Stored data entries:
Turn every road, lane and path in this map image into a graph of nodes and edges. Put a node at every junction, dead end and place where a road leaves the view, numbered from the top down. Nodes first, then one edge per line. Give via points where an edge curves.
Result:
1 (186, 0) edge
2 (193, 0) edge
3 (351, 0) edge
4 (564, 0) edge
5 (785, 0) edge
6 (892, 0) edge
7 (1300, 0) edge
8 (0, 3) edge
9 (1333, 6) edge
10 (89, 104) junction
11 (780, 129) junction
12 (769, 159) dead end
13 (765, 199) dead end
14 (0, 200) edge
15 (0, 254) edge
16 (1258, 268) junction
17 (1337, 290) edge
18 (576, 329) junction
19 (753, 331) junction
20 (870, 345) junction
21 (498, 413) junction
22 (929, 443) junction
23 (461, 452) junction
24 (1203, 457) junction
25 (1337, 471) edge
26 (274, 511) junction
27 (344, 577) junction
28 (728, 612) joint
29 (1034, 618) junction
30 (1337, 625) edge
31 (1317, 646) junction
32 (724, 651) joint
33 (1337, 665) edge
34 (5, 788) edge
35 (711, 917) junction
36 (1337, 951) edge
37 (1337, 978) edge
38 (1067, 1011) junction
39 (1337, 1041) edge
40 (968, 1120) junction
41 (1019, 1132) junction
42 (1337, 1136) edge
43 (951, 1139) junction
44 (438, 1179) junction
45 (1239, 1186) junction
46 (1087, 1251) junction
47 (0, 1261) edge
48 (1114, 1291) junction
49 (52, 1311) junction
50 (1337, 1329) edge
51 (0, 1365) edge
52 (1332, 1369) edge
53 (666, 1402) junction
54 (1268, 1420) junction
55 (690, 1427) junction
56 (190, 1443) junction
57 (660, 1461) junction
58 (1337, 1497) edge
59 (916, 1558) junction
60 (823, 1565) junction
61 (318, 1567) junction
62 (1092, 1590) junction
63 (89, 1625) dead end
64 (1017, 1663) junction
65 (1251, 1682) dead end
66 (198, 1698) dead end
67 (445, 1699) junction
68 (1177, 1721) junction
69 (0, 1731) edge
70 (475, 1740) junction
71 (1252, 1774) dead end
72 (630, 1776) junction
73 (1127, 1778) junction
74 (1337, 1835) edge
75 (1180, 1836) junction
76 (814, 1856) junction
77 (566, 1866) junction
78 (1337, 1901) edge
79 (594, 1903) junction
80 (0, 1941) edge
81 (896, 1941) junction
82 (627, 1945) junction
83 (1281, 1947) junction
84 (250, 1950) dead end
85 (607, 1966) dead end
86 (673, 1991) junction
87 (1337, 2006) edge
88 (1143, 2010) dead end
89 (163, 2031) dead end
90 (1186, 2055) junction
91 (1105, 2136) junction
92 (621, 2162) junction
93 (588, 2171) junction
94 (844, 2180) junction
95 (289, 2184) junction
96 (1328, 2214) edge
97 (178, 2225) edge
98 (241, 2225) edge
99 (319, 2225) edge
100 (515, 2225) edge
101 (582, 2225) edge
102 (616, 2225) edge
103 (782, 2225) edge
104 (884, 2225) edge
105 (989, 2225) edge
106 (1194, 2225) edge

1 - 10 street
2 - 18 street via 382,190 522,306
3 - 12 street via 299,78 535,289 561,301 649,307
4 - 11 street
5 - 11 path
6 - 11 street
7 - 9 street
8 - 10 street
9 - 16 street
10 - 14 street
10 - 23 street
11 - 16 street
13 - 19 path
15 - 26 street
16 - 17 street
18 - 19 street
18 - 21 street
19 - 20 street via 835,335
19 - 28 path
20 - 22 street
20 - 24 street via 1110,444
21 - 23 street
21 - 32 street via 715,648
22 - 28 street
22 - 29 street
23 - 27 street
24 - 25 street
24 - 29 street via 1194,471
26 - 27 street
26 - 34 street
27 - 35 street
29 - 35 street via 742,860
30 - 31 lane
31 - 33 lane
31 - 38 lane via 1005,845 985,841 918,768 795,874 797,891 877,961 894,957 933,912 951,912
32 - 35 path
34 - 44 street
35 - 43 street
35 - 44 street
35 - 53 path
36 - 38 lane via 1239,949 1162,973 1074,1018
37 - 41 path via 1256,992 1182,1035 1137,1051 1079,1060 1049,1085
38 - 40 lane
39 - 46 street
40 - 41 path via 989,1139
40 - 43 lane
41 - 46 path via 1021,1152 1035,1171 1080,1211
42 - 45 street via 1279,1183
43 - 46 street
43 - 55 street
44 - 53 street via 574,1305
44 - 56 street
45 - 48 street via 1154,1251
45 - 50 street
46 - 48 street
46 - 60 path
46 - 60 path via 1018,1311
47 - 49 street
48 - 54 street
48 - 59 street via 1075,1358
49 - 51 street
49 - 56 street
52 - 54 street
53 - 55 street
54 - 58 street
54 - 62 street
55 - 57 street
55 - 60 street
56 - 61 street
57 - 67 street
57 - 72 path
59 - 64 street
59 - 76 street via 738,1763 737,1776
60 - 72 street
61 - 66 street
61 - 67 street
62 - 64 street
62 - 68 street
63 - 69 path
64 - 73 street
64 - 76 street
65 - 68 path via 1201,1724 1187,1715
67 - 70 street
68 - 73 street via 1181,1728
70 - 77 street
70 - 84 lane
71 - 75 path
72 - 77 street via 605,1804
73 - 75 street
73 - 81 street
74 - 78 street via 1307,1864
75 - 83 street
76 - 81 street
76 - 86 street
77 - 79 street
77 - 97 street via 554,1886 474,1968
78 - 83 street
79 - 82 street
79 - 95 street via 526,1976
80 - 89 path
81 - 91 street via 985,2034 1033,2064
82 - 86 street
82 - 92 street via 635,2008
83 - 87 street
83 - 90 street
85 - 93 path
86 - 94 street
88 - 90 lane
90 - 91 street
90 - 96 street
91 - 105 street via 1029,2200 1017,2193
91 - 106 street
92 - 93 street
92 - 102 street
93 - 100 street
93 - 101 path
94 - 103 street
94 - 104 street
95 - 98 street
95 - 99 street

> _EXERCISE BRIEF_
On how many lines above does "lane" occur? Say the number only.

> _EXERCISE SOLUTION_
9